By Giorgos Efkarpidis/info@eurohoops.net
Dario Saric’in çaylak sezonu sırasında yaptıklarıyla çok özel bir yetenek olduğunu ispatladığına şüphe yok. Ancak daha çok genç bir yaştan “devrimci” bir yetenek olarak görülmek her zaman çok da iyi bir şey değil.
Gözlemciler ve takımlar 16 yaşından bu yana Saric’e gözünü dikmiş durumda ve bu onun her zaman yararlı bir şey oldu denemez.
Anadolu Efes‘le potansiyelinin vadettiği icraatların altında kaldı ama Philadelphia’da çok yönlülüğü, enerjisi ve geniş beceri yelpazesiyle kısa sürede taraftarın sevgilisi oldu.
Avrupa’dan bir oyuncunun Yeni Dünya’ya gidip geçen seneki Saric gibi bir ruhla oynaması çok sık görülen bir şey değil.
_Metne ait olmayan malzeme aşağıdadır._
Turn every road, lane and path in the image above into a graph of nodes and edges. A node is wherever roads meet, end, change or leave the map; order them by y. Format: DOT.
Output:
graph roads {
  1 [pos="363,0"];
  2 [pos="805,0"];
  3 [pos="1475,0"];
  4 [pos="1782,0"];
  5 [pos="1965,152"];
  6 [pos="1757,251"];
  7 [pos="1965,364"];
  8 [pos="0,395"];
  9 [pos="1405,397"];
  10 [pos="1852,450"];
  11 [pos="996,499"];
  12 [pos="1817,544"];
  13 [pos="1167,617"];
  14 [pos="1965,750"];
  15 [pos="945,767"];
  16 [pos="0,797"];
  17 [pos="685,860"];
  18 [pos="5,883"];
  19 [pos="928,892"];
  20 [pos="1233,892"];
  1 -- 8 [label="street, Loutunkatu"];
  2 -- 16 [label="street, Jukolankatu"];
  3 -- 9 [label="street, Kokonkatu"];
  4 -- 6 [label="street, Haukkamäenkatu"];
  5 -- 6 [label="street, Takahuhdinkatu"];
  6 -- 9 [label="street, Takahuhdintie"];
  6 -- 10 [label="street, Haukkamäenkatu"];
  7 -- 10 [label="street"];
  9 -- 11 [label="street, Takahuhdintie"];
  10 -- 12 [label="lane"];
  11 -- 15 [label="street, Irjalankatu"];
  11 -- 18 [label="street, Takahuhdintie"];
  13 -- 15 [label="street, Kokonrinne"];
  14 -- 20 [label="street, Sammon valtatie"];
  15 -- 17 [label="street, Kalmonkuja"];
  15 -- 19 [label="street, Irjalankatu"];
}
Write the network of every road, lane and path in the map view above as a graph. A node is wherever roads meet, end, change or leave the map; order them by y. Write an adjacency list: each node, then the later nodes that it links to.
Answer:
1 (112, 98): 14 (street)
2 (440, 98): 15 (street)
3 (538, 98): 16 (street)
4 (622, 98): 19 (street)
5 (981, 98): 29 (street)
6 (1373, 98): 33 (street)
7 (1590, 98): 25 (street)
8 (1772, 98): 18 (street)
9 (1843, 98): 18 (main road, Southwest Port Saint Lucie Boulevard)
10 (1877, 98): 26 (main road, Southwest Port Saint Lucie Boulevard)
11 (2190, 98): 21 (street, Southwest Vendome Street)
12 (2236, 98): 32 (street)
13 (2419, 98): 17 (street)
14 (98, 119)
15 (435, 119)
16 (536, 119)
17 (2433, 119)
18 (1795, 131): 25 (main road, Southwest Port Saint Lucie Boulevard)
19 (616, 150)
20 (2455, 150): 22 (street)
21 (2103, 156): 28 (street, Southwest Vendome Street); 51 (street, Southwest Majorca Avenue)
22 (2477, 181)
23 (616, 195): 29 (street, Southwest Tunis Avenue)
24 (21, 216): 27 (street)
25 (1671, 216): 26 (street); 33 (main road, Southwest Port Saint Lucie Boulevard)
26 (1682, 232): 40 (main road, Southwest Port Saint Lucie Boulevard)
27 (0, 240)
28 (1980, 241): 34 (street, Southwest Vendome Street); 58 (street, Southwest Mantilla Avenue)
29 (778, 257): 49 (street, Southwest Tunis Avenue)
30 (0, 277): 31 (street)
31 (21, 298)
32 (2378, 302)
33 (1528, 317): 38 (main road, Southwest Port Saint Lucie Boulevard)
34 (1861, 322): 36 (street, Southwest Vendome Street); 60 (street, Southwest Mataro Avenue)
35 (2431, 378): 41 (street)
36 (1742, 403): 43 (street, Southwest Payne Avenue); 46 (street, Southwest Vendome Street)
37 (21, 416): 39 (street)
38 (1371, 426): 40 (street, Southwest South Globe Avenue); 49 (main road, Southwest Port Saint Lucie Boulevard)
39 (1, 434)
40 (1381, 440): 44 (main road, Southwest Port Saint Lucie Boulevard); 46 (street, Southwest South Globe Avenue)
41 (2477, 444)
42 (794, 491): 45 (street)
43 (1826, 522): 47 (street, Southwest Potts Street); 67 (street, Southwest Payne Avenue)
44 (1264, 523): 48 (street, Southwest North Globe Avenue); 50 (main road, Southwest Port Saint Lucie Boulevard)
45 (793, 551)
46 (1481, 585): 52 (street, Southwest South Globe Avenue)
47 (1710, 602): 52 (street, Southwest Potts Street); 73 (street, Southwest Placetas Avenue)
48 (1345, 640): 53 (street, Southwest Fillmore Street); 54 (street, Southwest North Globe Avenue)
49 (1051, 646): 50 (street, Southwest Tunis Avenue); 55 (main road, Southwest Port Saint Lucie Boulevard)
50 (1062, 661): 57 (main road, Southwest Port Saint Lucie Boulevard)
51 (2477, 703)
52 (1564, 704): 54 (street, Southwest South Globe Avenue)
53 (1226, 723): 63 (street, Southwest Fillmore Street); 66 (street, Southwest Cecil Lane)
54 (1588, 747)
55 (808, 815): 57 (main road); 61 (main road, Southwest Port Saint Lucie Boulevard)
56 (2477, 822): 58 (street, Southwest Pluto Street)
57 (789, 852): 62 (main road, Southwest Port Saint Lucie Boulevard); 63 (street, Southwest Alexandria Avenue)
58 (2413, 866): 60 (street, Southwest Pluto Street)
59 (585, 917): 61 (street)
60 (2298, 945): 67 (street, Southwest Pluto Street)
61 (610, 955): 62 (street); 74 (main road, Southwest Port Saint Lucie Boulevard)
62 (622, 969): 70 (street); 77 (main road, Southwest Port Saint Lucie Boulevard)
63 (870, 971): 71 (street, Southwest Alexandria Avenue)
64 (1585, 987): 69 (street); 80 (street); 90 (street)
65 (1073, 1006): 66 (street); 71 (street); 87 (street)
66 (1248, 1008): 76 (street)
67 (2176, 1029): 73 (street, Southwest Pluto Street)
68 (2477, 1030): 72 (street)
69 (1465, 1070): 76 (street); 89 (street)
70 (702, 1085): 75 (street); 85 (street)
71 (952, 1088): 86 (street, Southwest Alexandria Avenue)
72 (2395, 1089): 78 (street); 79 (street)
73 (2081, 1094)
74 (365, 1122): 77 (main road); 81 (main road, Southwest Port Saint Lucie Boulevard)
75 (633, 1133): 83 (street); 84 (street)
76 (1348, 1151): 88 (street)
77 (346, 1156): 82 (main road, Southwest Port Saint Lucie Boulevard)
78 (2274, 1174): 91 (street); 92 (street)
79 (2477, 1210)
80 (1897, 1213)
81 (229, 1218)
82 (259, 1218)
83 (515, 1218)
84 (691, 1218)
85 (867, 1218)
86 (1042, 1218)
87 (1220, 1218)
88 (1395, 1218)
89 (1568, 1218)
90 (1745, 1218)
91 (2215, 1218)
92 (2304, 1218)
O ruh ve enerjiyle becerileri ve Tanrı vergisi yeteneğinin birleşimi, Philadelphia’nın da basketbol ve sonuç olarak durumu Yılın Çaylağı oylamasında ikinci sıraya kadar gelmesini sağladı.
Böylesi bir sezonun ve unvanın sonrasında EuroBasket’te Hırvatistan’ı taşıyan adam olması bekleniyordu.
Bojan Bogdanovic tecrübesi ve skor gücüyle takımın lideri rolüne daha rahat biçimde soyunsa da milli takımı bir gün engelleri aşıp madalya hasretini bitirecekse Saric’in takımı iten oyuncu olması gerek.
Rakibi kim olursa olsun madalya aşamasına geleceğine kesin gözüyle bakılan Hırvatistan sonuçta sahada mücadele ve rekabet açısından sınıfta kaldığı bir maçta Rusya tarafından ikinci turda eve gönderildi.
Saric grup aşamasında 15.2 sayı, 7.4 ribaunt ve 2.8 asistle büyük işler başarsa da Rusya’ya karşı hayal kırıklığı yarattı.
Evet, adil olmak gerek, Saric dışında tüm takım da heves kırdı. Ama Saric’in takımın oyununu yönlendiren oyuncu olarak saha içinde 3/14’le isabet bulması, temposuz ve etkisiz oyunu nihayetinde ekibin “Aşil tendonu” oldu ve işlerini bitirdi.
Dahası Bender’le beraber parke üzerinde gerekli pozisyonları yaratıp oynayarak 4-5 ortaklığıyla sahayı açacakları fikri, iyi bir fikirdi. Gel gör ki sadece bir fikir olarak kağıt üzerinde kaldı.
Bu yıl Hırvatistan oyun kurucu pozisyonunda hem yetenek hem de derinlik eksikliğinin bedelini ödedi. Mario Hezonja, Ante Zizic ve Ivica Zubac gibi kritik isimlerin de yokluğu kötü etki yaptı. Ama gerçek yük, bu takımı gelecekte taşıyacak isim olan Saric’in omuzlarında olacak.
23 yaşında bir isim olarak yaptıklarıyla artık neredeyse çok az insan yeteneğinden şüphe ediyor ve artık bir NBA yıldızına dönüşmesine kesin gözle bakılıyor. Onun da artık bir görevi var: Lider bir oyuncu olduğunu göstermek, yüksek seviyede sadece yeteneğini ve potansiyelini değil rekabet gücünü, istikrarını ve sağlamlığını da göstermek.
Hırvatistan’ın 1995’ten bu yana madalya kazanmadığı düşünülürse işi zor. Takımın ise “geçmişin hayaletlerini” geçen yıl Olimpiyatlara giderek ve Rio’da iyi bir turnuva geçirerek geçmişte bırakmış olması gerekiyordu. Ama Koç Petrovic’in elendikten sonra psikolojik sorunlardan söz etmesi bu varsayımı zayıflatıyor.
Yetenek açısından bir pozisyon hariç eksiği olmayan, Bogdanovic gibi skor üretme işini yaratıcı keskinlik ve görev bilinciyle yapan bir isimle ve genç NBA cevherlerinin katkısıyla daha yukarılarda olması gerekirdi. Eksik olan ise belli: Liderlik özelliklerini sahaya koyan bir oyuncu.
Doğru an geldiğinde birinin yükselmesi gerekiyor. Yükselmesi gereken adam belli: Dario Saric.